Por sua vez, com passagem nas referidas áreas, um dos autores presentes foi Augusto Fraga, nascido e criado em Vila Franca do Campo. Licenciou-se em Comunicação Social, na Universidade do Minho, e seguiu os estudos na Universidade Autónoma de Barcelona e na New York Film Academy.

“Transições e movimentos de câmara dinâmicos são parte das suas habilidades usuais e, enquanto também um operador de câmara, ele está constantemente à procura de ângulos nunca vistos e linguagens visuais especiais. Augusto é um orgulhoso membro do Sindicato dos Realizadores Americanos (Directors Guild of America).” Pelo seu trabalho publicitário, foi premiado no Chicago International Film Festival, em 2014, e no Festival de Cannes, em 2017.

Em 2020, foi distinguido com o Prémio Clube da Criatividade Portugal, na categoria de Melhor Realizador, e com o Prémio PLAY de Melhor Videoclipe, pelo tema “Hear From You”, do DJ e produtor português Branko. Neste momento, o guionista, produtor e realizador micaelense encontra-se em pós-produção de “Rabo de Peixe”, a nova série portuguesa original da Netflix.

Rodada em vários pontos de São Miguel (Ribeira Grande, Vila Franca do Campo, lagoa das Sete Cidades e Furnas) e em Mafra, durante o verão de 2022, trata-se de um thriller “livremente inspirado em factos reais”, que conta a história dum grupo de amigos “cuja vida muda para sempre com a chegada de uma tonelada de cocaína” à costa açoriana.
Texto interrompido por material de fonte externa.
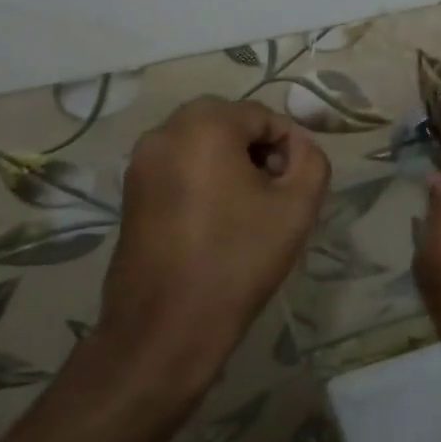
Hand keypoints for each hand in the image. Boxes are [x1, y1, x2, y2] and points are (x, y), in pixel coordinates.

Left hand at [94, 98, 330, 381]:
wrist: (167, 326)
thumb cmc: (237, 260)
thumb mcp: (297, 207)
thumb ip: (311, 160)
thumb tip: (298, 146)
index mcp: (204, 126)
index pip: (262, 116)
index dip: (289, 147)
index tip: (295, 187)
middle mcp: (164, 132)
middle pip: (227, 123)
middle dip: (257, 151)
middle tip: (274, 195)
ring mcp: (139, 163)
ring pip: (200, 144)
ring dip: (229, 164)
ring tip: (247, 210)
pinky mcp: (129, 192)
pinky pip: (177, 167)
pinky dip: (202, 179)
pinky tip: (216, 221)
O elenco é encabeçado por José Condessa, Helena Caldeira, Rodrigo Tomás, Kelly Bailey e André Leitão, contando ainda com Maria João Bastos, Pepê Rapazote, Afonso Pimentel, João Pedro Vaz, Rafael Morais, Adriano Carvalho, Albano Jerónimo, entre muitos outros.
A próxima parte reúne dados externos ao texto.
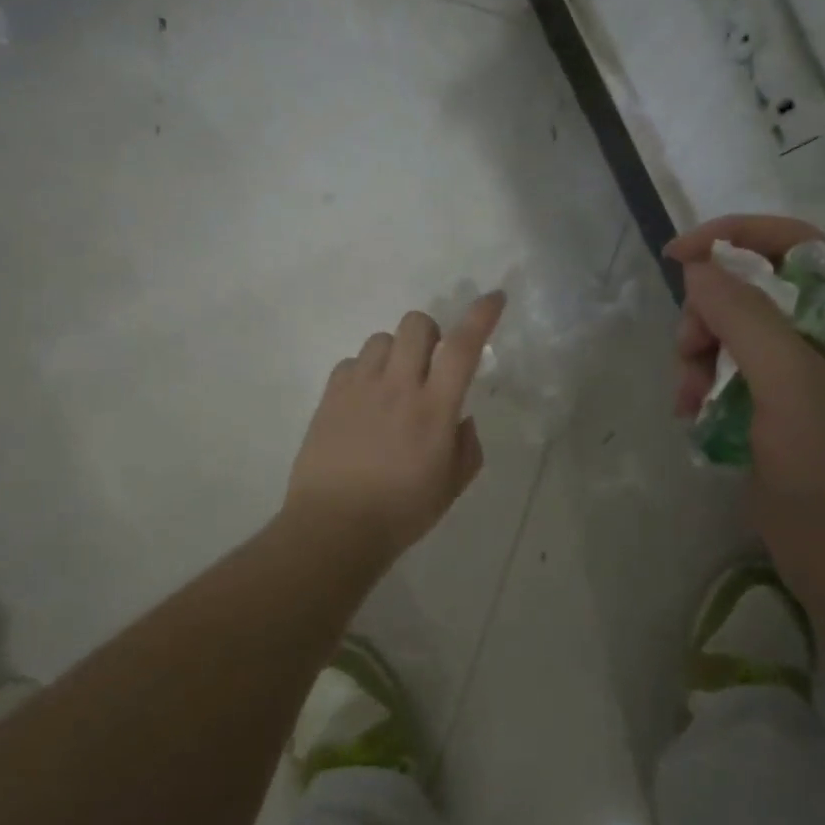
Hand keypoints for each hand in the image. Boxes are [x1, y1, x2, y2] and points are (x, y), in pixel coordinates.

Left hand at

“Esta é uma série de puro entretenimento e adrenalina, mas, ao mesmo tempo, uma reflexão sobre a fortuna e fatalidade da condição humana. Sendo eu açoriano, estou muito feliz por trazer esta aventura aos ecrãs da Netflix.”

Augusto Fraga

A série foi assinada em conjunto com os guionistas Hugo Gonçalves e João Tordo e parte dos episódios foi realizada por Patrícia Sequeira, de “Snu” (2019) e “Bem Bom” (2021). Produzida pela Ukbar Filmes, deverá estrear este ano.

Em “Fazer Valer, Notas de Abertura”, Fraga começou por descrever o respetivo percurso profissional, chegando ao processo de desenvolvimento da série. Regressando ao confinamento de 2020, admitiu a necessidade de escrever guiões para satisfazer a necessidade de os realizar. O episódio-piloto foi, então, levado a um concurso de argumentos originais do Instituto do Cinema e Audiovisual (ICA). Demonstrado o interesse da plataforma de streaming, reuniu-se o chamado writers room, que, durante 8 meses, alcançou um total de 60 versões do argumento.

No fim do Encontro Audiovisual Açoriano, Augusto Fraga aceitou conversar com a Comunidade Cultura e Arte, revelando as intenções por detrás do projeto e oferecendo pareceres sobre formação audiovisual e o estado do cinema e da televisão da região autónoma.

Augusto Fraga / Fotografia de Francisco Quintas – CCA

És um realizador, sobretudo, com experiência em publicidade. Pela tua perceção, que formação achas mais proveitosa para um realizador? Achas que é sempre necessária alguma formação académica ou a publicidade vem trazer mais escola (e que muitas vezes não é valorizada)?

Eu acho que demora, pelo menos, 20 anos a formar um realizador. Pode ser 21, depende da pessoa. A formação académica é substituível com a leitura de livros, porque é a mesma formação. O que não é substituível é a realização em si. Ou seja, eu recomendo a quem quiser realizar que realize muitas coisas, a quem quiser escrever que escreva muitas coisas, porque com a execução cai claramente uma melhoria. Essas coisas para terem visibilidade, embora isso não seja a parte mais importante da formação… Sou um grande defensor dos videoclips, porque acho que é um mecanismo fácil para mostrar aos nossos amigos e aos produtores e à família o trabalho que fizemos.

Ficou provado isso aqui.

Exato. Consegues exercitar técnicas, consegues esconder defeitos, porque é normal que na tua primeira aprendizagem haja defeitos. E o videoclip permite, pela sua linguagem, uma narrativa não linear, que esconde defeitos. Portanto, eu se fosse um jovem criador, fazia muitos videoclips e aprendia através disso. Embora, obviamente, a função narrativa é outra, mas, para aprender técnica, que é o que eu penso que estavas a falar, trabalhava nos videoclips. Para aprender linguagem narrativa, fazia pequenas curtas e tentava que tivessem um craft, uma execução muito alta.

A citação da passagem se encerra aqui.